* _Available records_
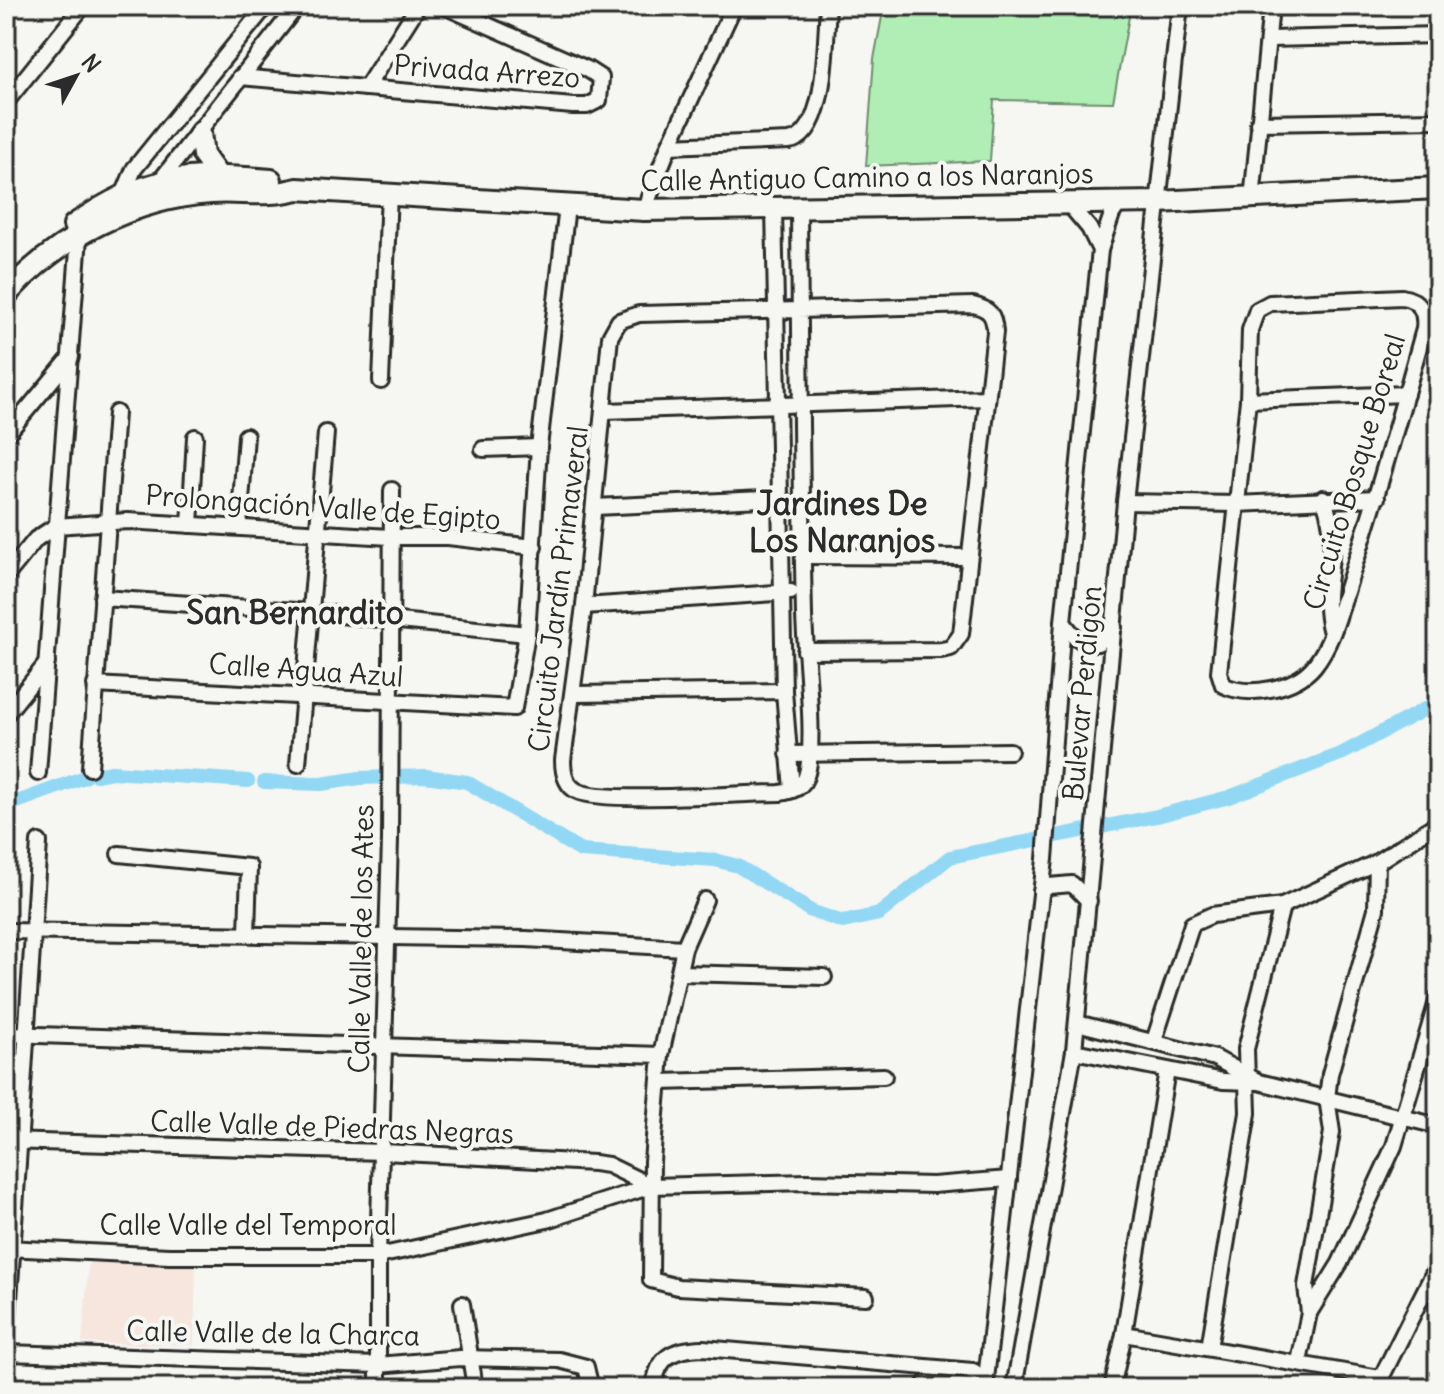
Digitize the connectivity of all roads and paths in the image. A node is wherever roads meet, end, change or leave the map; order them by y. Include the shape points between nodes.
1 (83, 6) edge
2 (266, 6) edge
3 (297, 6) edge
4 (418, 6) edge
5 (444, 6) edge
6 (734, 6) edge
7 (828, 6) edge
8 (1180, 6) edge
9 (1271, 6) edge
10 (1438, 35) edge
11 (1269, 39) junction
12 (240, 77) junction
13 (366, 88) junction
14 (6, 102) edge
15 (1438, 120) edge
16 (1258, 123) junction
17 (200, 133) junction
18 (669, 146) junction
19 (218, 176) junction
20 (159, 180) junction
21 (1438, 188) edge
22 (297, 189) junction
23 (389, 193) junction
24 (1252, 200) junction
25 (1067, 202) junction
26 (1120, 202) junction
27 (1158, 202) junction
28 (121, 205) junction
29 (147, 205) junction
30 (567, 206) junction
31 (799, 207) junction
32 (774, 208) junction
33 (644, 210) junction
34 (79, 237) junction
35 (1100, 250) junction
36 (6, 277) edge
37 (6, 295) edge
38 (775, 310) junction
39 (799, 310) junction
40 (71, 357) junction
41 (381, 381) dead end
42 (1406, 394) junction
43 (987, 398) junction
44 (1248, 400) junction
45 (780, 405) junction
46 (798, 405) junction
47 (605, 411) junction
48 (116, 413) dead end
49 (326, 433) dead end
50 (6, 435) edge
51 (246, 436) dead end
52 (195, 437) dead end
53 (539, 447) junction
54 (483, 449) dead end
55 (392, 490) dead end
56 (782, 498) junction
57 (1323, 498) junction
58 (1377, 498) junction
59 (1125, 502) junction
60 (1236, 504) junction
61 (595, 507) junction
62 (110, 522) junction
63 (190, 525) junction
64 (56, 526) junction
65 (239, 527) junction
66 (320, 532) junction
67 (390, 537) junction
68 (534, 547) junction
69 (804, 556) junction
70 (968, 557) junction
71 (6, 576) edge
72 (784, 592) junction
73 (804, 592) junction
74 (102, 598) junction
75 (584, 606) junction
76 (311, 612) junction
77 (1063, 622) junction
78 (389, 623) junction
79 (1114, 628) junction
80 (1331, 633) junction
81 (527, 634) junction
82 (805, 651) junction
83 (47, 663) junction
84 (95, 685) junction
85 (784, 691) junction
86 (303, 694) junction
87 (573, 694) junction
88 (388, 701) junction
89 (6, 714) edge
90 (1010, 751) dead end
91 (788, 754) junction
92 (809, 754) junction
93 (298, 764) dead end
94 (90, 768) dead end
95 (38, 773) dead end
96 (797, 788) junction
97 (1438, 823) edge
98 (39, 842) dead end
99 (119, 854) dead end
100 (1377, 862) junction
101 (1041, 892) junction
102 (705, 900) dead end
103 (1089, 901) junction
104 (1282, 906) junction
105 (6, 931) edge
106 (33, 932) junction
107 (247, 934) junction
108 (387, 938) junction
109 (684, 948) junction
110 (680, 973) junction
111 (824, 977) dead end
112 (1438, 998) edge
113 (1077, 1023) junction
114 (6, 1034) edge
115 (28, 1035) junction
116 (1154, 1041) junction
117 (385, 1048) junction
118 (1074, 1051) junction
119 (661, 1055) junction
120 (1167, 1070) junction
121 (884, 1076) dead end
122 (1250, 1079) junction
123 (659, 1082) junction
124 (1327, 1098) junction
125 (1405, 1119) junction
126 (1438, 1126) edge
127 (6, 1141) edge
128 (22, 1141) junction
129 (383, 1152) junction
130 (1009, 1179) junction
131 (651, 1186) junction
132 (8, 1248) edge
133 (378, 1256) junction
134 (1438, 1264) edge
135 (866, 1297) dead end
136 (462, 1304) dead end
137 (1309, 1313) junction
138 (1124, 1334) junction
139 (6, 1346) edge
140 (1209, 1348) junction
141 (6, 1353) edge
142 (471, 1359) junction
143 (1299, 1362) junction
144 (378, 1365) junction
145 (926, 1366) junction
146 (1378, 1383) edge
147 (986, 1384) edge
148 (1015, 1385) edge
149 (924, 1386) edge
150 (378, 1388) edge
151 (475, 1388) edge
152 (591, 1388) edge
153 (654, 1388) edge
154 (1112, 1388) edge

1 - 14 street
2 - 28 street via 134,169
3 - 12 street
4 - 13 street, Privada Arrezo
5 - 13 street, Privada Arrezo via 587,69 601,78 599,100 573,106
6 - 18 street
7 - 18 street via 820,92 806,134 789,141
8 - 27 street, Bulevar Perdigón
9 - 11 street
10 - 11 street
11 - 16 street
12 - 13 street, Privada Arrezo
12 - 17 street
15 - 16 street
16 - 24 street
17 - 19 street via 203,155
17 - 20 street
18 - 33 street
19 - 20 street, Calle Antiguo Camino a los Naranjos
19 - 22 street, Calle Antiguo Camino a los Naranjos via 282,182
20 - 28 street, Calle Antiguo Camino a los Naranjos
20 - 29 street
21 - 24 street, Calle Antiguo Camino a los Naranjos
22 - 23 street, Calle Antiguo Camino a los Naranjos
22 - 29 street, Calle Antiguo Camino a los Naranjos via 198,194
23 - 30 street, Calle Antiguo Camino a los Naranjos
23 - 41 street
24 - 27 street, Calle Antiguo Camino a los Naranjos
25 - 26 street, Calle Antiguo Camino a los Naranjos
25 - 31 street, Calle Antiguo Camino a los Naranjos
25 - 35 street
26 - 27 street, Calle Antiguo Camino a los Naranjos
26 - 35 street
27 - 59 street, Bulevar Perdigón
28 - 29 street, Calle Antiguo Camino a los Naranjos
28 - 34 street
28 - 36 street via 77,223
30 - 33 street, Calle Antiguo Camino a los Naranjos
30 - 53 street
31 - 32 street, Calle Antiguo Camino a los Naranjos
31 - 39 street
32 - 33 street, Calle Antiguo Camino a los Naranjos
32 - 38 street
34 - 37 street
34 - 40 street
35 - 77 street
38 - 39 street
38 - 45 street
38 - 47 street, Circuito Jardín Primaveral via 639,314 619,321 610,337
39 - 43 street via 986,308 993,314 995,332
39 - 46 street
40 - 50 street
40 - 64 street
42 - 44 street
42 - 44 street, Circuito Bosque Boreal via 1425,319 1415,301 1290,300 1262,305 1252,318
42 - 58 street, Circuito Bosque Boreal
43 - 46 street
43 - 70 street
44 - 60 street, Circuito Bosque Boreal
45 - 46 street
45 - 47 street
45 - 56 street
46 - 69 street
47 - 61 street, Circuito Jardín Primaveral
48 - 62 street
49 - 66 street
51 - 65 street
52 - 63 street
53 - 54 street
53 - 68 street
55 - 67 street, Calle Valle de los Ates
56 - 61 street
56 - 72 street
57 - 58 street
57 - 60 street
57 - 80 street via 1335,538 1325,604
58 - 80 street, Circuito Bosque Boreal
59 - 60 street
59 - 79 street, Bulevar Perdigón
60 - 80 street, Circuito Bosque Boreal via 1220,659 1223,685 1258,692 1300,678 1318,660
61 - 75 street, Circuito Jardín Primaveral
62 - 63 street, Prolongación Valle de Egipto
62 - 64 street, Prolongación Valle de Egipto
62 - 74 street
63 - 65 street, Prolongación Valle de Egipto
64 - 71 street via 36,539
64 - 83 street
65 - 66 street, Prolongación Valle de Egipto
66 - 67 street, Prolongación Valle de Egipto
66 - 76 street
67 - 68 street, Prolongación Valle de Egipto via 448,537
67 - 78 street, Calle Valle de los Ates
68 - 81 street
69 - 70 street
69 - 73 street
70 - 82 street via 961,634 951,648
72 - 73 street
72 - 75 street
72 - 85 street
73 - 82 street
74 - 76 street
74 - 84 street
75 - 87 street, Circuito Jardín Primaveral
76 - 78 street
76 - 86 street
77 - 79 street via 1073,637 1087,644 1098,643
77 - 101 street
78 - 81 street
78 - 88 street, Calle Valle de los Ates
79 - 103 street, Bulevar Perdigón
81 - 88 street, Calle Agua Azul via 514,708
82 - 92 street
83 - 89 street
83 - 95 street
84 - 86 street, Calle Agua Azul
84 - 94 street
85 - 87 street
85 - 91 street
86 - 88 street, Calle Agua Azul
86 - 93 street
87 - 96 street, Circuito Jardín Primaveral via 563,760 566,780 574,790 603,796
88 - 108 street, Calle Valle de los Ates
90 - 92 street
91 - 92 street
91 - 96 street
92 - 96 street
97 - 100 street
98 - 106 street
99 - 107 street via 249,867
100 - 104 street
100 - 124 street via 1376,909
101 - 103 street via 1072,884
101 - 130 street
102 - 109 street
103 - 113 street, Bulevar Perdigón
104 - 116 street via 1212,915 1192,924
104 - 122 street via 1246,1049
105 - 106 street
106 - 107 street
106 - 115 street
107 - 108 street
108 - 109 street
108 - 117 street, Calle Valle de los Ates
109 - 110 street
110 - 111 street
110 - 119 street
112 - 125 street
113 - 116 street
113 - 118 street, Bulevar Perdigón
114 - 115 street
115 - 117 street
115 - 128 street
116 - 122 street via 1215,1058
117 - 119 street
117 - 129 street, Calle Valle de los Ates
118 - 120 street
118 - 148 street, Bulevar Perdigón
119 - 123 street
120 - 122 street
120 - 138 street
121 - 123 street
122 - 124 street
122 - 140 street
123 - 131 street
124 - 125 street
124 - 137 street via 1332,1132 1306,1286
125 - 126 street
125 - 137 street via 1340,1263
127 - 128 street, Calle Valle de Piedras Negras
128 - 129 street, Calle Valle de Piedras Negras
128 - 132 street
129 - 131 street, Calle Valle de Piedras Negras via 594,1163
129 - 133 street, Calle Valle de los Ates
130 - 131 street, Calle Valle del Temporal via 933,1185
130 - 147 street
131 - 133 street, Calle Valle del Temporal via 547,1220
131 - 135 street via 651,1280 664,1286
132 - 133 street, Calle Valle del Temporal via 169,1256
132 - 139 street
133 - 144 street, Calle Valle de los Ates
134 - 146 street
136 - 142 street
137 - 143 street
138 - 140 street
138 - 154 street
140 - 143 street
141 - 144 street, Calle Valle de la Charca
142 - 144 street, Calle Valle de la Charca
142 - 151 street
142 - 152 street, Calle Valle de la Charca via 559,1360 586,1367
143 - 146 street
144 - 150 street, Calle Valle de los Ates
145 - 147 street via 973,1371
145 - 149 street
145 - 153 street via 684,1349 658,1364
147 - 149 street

* _Description of the task_
Report how many lines in the data above contain "Azul", without any other words.

* _Answer to this exercise_
3